Insight 14 Feb. 1994

After more than a decade, the war on AIDS has been a dismal failure. At the 1993 International AIDS Conference in Berlin, even the most dogged researchers were beginning to admit their frustration and the mood of the conference was generally pessimistic.

As the number of AIDS victims continues to rise, so do the bewildering questions. Why do so many people infected with the virus remain healthy? Why do homosexuals manifest radically different diseases than the hemophiliacs to whom they donated infected blood? Why can we not, as the most technologically sophisticated biomedical establishment in history, produce a vaccine, as was previously accomplished for polio, measles and other viruses? Where is a safe, effective treatment for AIDS?

Such questions are asked not only by the so-called HIV-AIDS dissidents, such as myself, but also by an increasing number of mainstream AIDS researchers and concerned scientist, including this year's Nobel laureate in chemistry, Kary Mullis.

The government currently is spending $6 billion annually for AIDS research and treatment, according to the U.S. Public Health Service. Yet despite spending more than $22 billion since 1982, and despite a staggering 75,000 scientific papers written during the last decade, a cure for AIDS remains as elusive as ever. It now appears likely that AIDS researchers have made a terrible mistake in blaming HIV, the so-called AIDS virus, for causing AIDS.

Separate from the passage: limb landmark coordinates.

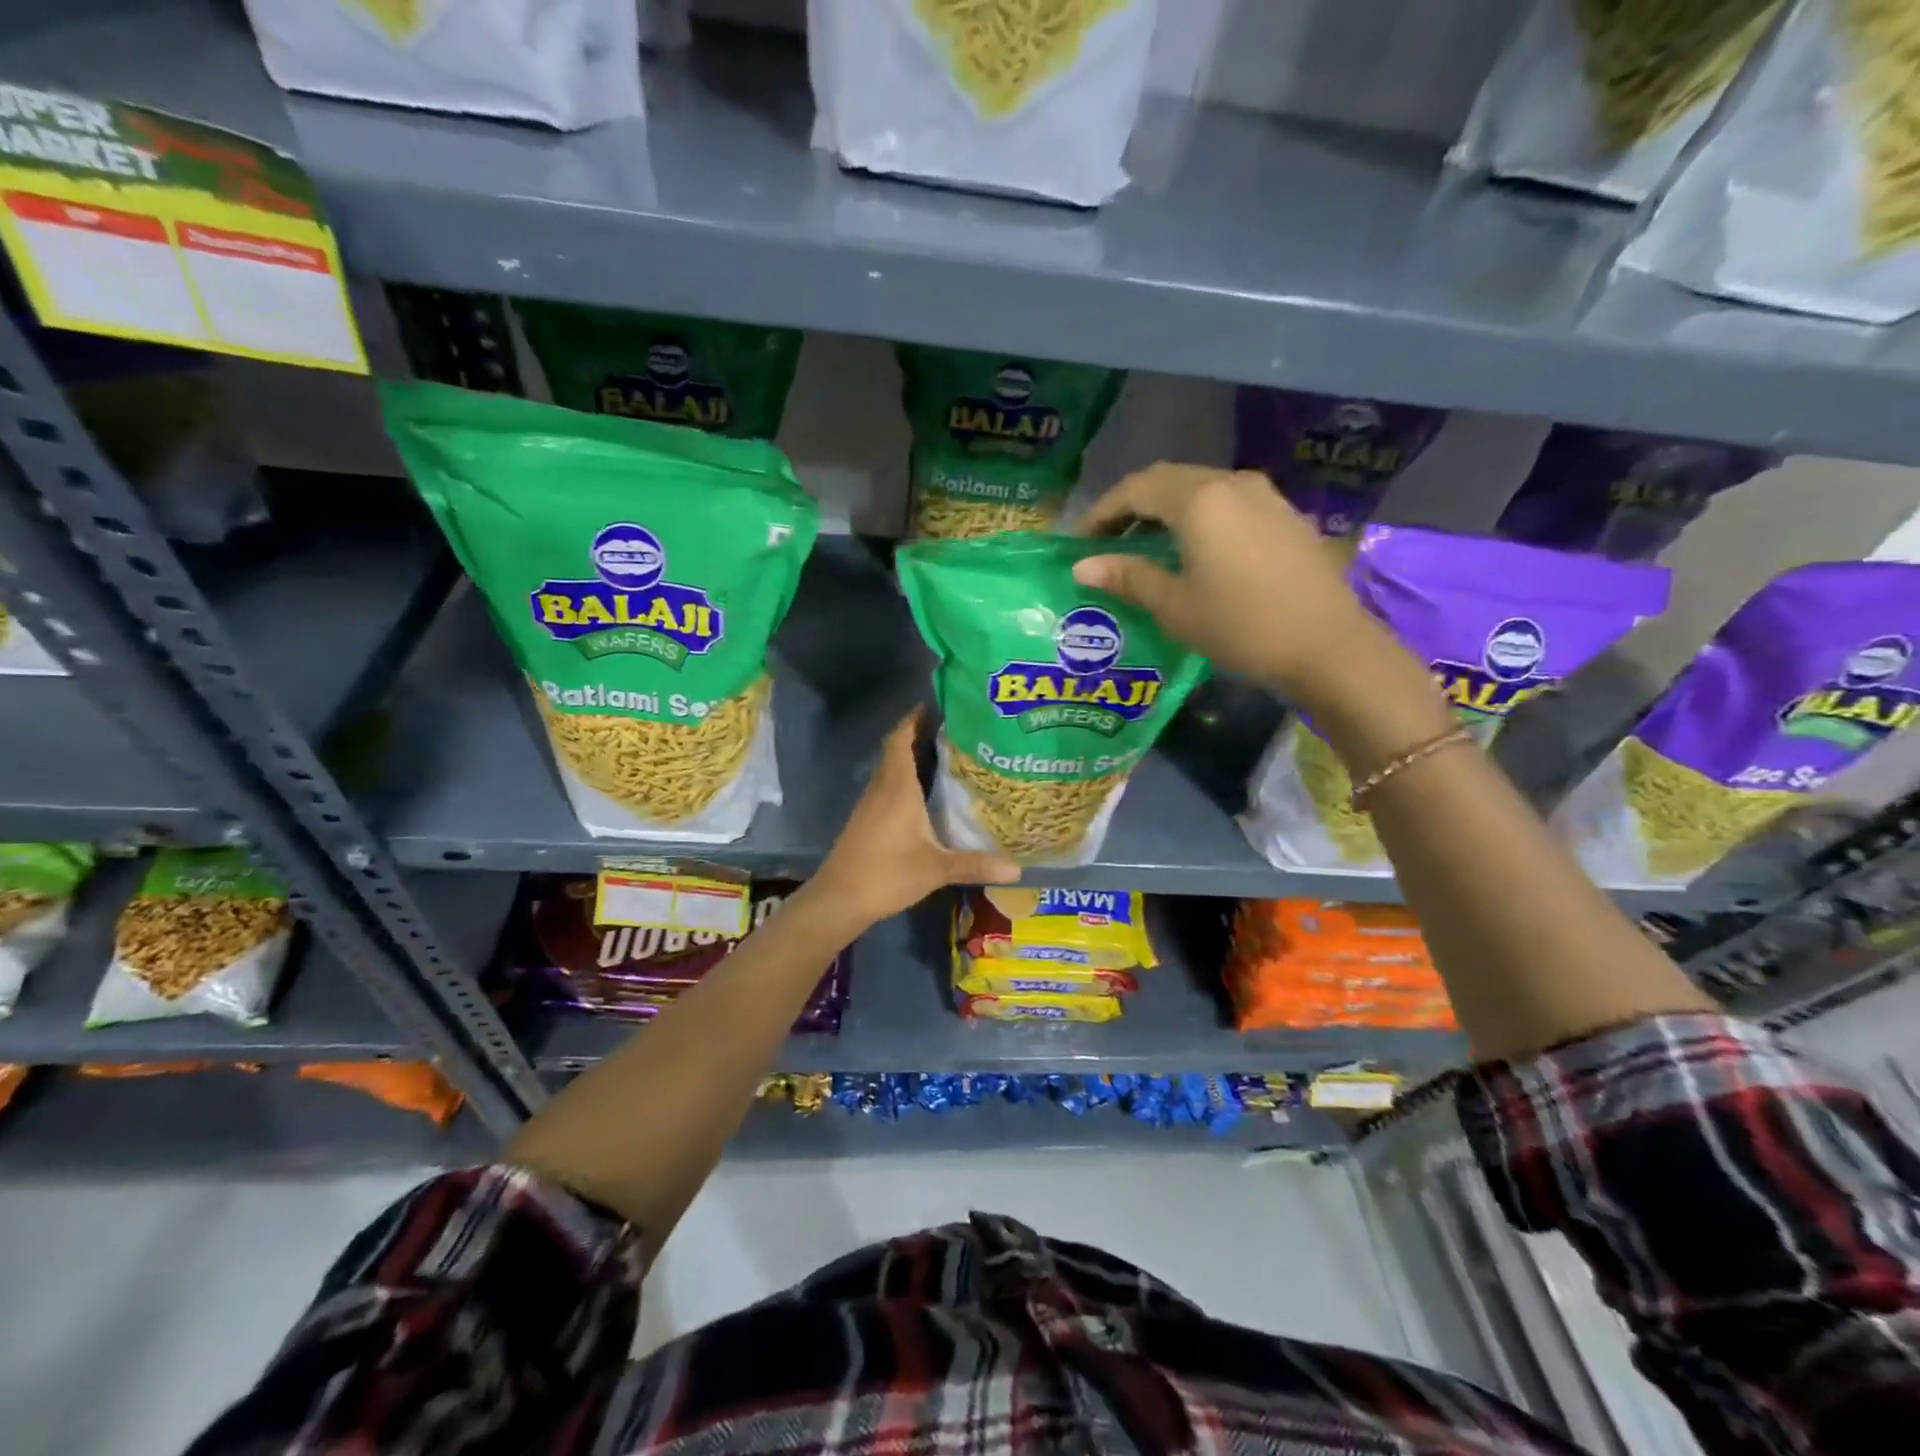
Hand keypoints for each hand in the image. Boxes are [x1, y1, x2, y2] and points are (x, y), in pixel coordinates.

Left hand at [809, 710, 1019, 929]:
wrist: (839, 899)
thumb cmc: (886, 874)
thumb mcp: (936, 869)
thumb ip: (976, 864)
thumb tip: (1019, 868)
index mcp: (897, 787)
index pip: (901, 739)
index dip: (915, 718)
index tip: (938, 705)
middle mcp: (882, 788)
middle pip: (897, 749)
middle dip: (920, 734)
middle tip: (955, 730)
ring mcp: (871, 804)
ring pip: (891, 769)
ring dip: (912, 757)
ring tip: (946, 755)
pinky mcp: (867, 820)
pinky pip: (888, 787)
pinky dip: (906, 779)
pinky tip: (925, 793)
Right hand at [1071, 463, 1403, 709]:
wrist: (1328, 645)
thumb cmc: (1241, 626)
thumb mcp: (1175, 606)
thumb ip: (1128, 577)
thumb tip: (1083, 567)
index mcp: (1199, 500)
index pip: (1135, 488)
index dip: (1101, 511)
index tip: (1079, 540)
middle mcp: (1231, 483)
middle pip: (1168, 480)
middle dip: (1131, 506)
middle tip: (1106, 541)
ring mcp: (1264, 495)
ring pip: (1200, 487)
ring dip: (1165, 510)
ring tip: (1145, 546)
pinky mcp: (1285, 515)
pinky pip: (1228, 502)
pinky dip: (1198, 517)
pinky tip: (1193, 550)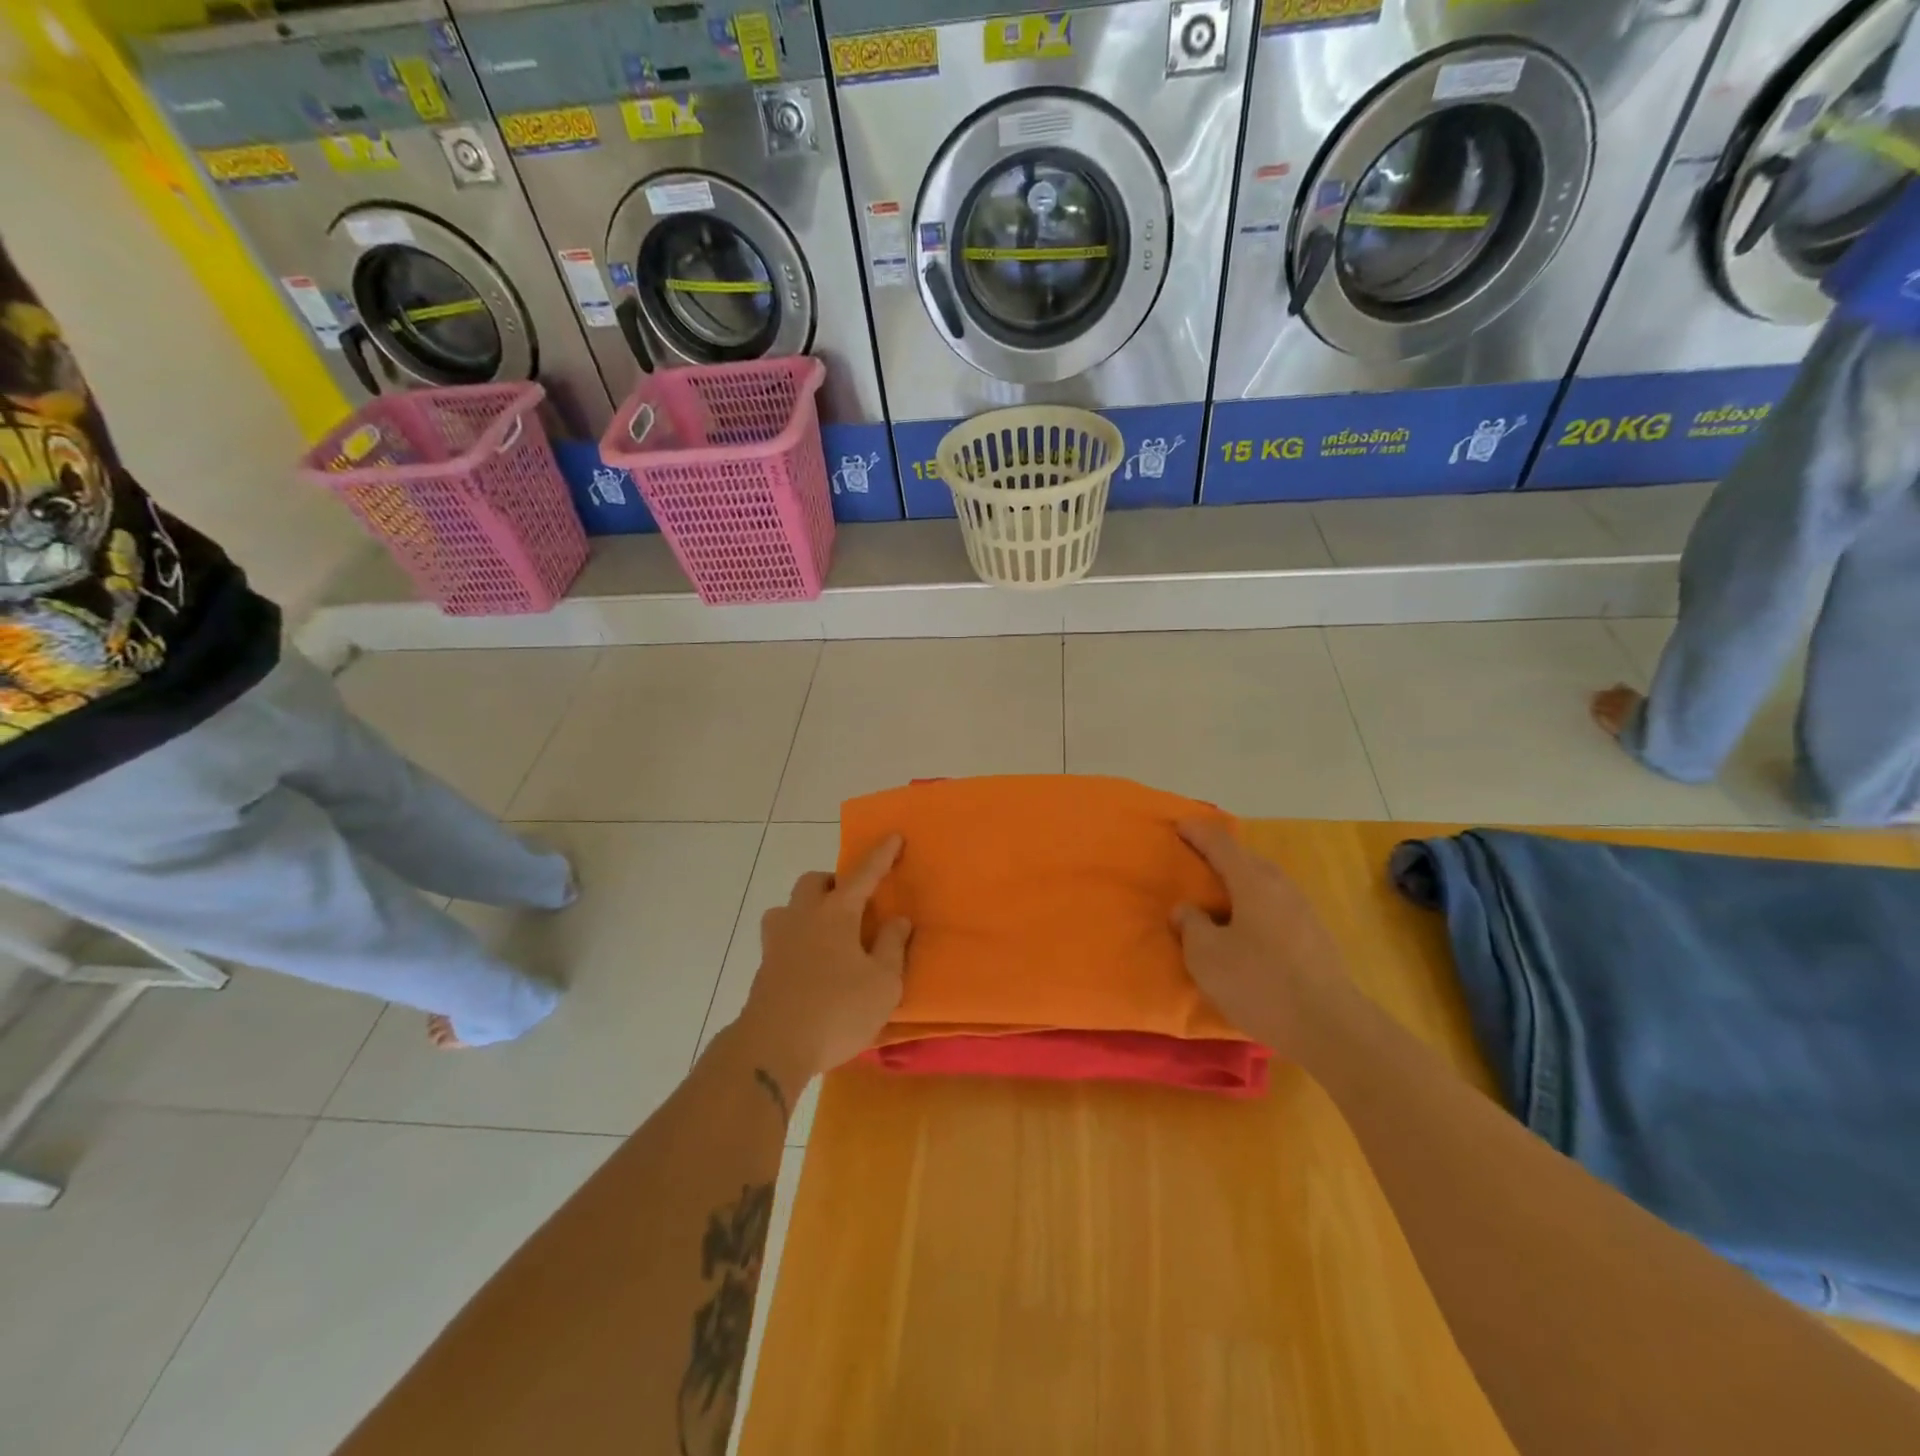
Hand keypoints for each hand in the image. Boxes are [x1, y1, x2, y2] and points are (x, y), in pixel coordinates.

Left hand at [737, 836, 913, 1087]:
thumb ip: (892, 947)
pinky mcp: (764, 969)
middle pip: (813, 883)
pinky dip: (798, 941)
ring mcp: (777, 942)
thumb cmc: (837, 1010)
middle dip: (833, 883)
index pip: (862, 875)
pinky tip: (812, 966)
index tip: (894, 836)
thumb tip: (897, 919)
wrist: (772, 1047)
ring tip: (827, 934)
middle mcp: (802, 918)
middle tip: (852, 903)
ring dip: (808, 910)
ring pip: (788, 908)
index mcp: (835, 914)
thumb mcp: (883, 983)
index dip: (881, 856)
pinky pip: (782, 939)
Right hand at [1172, 819, 1352, 1056]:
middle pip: (1247, 860)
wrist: (1329, 1027)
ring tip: (1218, 898)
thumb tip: (1187, 909)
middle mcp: (1281, 887)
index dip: (1198, 832)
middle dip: (1220, 856)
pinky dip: (1254, 906)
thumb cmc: (1259, 983)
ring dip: (1240, 883)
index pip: (1221, 844)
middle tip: (1195, 861)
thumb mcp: (1206, 956)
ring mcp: (1303, 911)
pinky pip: (1275, 907)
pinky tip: (1246, 930)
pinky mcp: (1315, 937)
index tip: (1180, 825)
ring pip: (1264, 884)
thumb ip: (1190, 925)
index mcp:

This fatal assumption mostly was the result of a rush to judgment in 1984 when virologist Robert Gallo from the National Institutes of Health, along with the Department of Health and Human Services, announced at an international press conference that acquired immune deficiency syndrome was caused by a retrovirus, now known as human immunodeficiency virus.

The announcement was made in the New York Times before even one American study on HIV had appeared in scientific literature. It was welcomed by the Reagan administration as a quick answer to gay pressures for a solution to the growing AIDS epidemic. Gallo and his collaborators cited antibodies against the virus in "about 85 percent of patients with AIDS" as the evidence for their hypothesis. Yet that was their only evidence.

In the scientific papers that followed, HIV was said to cause AIDS by depleting the white blood cells known as T cells. The hypothesis proposed that HIV would cause 30 previously known diseases, including a number of diseases that are not consequences of immunodeficiency, such as cancer, weight loss and dementia.

It now appears. that the HIV-AIDS hypothesis is the only link that holds together the 30 heterogenous AIDS diseases. AIDS is defined as a syndrome that occurs only in the presence of HIV. For example, if tuberculosis occurs in the presence of antibodies to HIV, it is AIDS. In the absence of those antibodies, it is tuberculosis. Given this definition, the link between HIV and AIDS is unfalsifiable.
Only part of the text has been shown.